In FIG. 5, 11, 13, 14, and 15 are the same as those in FIG. 3, so the same numbers are given and explanations are omitted. The intermediate amplified video detection circuit 16 includes a video intermediate frequency amplifier 16a and a detection circuit 16b.
An AGC detection circuit 16c is provided. There are two switch circuits, 13 and 17, which are switched in conjunction with signal E. During the ghost removal period, the switch circuit 13 is a-c, and the switch circuit 17 is f.
-d is connected, and at the end of ghost processing, b-c in the switch circuit 13 and fe in the switch circuit 17 are connected. The signal C after ghost removal is a composite video signal whose amplitude has been changed, as shown at J in FIG. If this signal is subjected to AGC detection by the AGC circuit 16c and the gain of the amplifier is controlled using the detection signal, the output signal of C can be a composite video signal having the same amplitude as before ghost removal.
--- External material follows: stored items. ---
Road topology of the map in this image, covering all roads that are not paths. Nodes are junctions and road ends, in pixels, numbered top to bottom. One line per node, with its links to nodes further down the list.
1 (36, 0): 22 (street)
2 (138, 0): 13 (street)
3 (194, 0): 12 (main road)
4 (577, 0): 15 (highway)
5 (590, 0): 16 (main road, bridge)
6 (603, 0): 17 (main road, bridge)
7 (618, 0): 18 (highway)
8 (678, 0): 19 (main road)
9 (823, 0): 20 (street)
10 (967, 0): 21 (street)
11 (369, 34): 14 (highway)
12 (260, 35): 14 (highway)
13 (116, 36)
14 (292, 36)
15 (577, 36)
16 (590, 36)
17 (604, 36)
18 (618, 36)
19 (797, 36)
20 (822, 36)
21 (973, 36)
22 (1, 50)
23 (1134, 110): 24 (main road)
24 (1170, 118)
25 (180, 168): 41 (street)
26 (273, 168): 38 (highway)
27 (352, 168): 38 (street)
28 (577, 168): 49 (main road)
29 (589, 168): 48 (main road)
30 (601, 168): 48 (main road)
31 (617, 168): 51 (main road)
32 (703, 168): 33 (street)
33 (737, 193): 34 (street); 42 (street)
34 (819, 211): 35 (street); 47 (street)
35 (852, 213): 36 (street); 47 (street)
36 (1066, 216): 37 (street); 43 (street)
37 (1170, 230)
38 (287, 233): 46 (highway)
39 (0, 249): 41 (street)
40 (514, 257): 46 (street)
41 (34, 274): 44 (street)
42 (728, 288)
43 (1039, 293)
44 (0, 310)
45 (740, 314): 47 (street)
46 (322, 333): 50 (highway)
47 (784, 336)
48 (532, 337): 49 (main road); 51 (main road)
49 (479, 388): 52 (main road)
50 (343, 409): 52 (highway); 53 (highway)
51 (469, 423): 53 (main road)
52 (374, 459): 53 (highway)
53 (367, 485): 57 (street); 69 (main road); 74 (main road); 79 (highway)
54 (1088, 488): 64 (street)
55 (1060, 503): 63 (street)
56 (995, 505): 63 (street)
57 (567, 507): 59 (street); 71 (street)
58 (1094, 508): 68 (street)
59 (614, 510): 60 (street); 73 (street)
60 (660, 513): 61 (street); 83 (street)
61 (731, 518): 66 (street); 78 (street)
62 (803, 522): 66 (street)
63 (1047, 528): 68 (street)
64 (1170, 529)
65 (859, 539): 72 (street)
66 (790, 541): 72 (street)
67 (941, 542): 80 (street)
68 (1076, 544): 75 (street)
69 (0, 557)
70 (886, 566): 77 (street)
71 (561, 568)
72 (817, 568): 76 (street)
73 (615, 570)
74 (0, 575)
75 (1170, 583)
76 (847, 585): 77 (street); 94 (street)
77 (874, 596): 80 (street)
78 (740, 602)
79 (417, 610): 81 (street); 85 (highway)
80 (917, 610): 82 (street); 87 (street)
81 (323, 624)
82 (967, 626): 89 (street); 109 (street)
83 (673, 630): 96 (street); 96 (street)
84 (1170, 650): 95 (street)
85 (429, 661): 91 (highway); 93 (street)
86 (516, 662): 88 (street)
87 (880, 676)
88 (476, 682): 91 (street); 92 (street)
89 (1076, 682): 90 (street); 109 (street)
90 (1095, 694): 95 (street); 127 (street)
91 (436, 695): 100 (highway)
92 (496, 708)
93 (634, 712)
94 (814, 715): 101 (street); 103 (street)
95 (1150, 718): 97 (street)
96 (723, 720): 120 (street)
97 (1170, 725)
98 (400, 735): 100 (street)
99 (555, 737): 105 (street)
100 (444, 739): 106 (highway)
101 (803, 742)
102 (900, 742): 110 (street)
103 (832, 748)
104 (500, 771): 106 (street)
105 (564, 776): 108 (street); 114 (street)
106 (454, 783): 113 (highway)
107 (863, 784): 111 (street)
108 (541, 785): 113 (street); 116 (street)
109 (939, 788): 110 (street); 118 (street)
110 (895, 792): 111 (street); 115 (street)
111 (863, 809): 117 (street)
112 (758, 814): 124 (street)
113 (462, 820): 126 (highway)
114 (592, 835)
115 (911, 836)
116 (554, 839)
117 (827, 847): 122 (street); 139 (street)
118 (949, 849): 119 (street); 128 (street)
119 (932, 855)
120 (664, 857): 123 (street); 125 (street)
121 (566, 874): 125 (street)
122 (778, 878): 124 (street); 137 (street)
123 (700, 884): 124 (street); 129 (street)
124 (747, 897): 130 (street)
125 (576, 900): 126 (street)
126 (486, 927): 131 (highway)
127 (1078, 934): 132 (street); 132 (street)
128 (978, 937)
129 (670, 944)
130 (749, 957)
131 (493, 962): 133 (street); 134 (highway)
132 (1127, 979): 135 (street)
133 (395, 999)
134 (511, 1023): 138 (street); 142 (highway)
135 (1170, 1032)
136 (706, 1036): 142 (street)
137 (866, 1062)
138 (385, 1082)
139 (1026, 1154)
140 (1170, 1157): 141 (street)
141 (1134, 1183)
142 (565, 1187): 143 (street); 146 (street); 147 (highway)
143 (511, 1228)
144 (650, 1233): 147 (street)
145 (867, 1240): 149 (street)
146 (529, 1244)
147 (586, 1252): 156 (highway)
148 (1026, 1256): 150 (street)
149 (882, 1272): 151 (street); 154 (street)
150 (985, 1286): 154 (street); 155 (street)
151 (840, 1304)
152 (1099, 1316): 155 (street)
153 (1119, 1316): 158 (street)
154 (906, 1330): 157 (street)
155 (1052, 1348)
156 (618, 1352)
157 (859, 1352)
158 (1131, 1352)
As described above, according to the present invention, video demodulation adds marketable ghost removal without displaying an unsightly image during equalization on the screen, without changing brightness, contrast, or saturation. You can get the equipment.

[Brief explanation of drawings]

FIG. 1 is a block diagram of a conventional video demodulation device, FIG. 2 is a specific block diagram of the ghost removal circuit shown in FIG. 1, and FIG. 3 is a block diagram of a video demodulation device conceived prior to the present invention. Figure 4 is a waveform diagram for explaining the video demodulation device of the present invention, Figure 5 is a diagram.
The figure is a block diagram of a video demodulator according to an embodiment of the present invention. 16... Intermediate amplified video detection circuit, 11... Ghost removal circuit, 13, 17... Switch circuit, 1
4...Video signal processing circuit, 15...Chroma processing signal amplification circuit, 16c...AGC detection circuit, 16a
...Amplification circuit, 16b...Detection circuit.

Claims (1)

[Claims] 1 The output signal of a video intermediate frequency amplifier whose gain can be changed is detected by a detection circuit and applied to a transversal filter, and the ghost signal present at the beginning of the vertical synchronization signal is extracted from the output signal of this transversal filter. , the extracted signal is digitized and stored in a memory, the output of this memory is applied to an arithmetic circuit to generate a weighting coefficient control signal, and this weighting coefficient control signal is applied to a weighting coefficient correction circuit to control the transversal filter. The transversal filter is controlled to have an inverse transfer function of the propagation system due to the ghost signal by changing the weighting coefficient, and the output of the transversal filter and the signal before passing through the transversal filter are added to the switch circuit and selected. A signal indicating whether or not the ghost signal is being equalized is taken out from the arithmetic circuit to control the switch circuit, and while the ghost signal is being equalized, the signal before passing through the transversal filter is and when equalization of the ghost signal is completed, the output of the transversal filter is taken out, a switch circuit other than the above switch circuit is provided, and this other switch circuit is interlocked with the above switch circuit. During ghost signal equalization, the signal before passing through the transversal filter is added to the AGC detection circuit, and when equalization is completed, the output of the transversal filter is used as the input signal. A video demodulation device characterized in that outputs of a video signal processing amplifier circuit and a chroma processing signal amplifier circuit are added to the AGC detection circuit, and the gain of the video intermediate frequency amplifier is controlled by the output of the AGC detection circuit.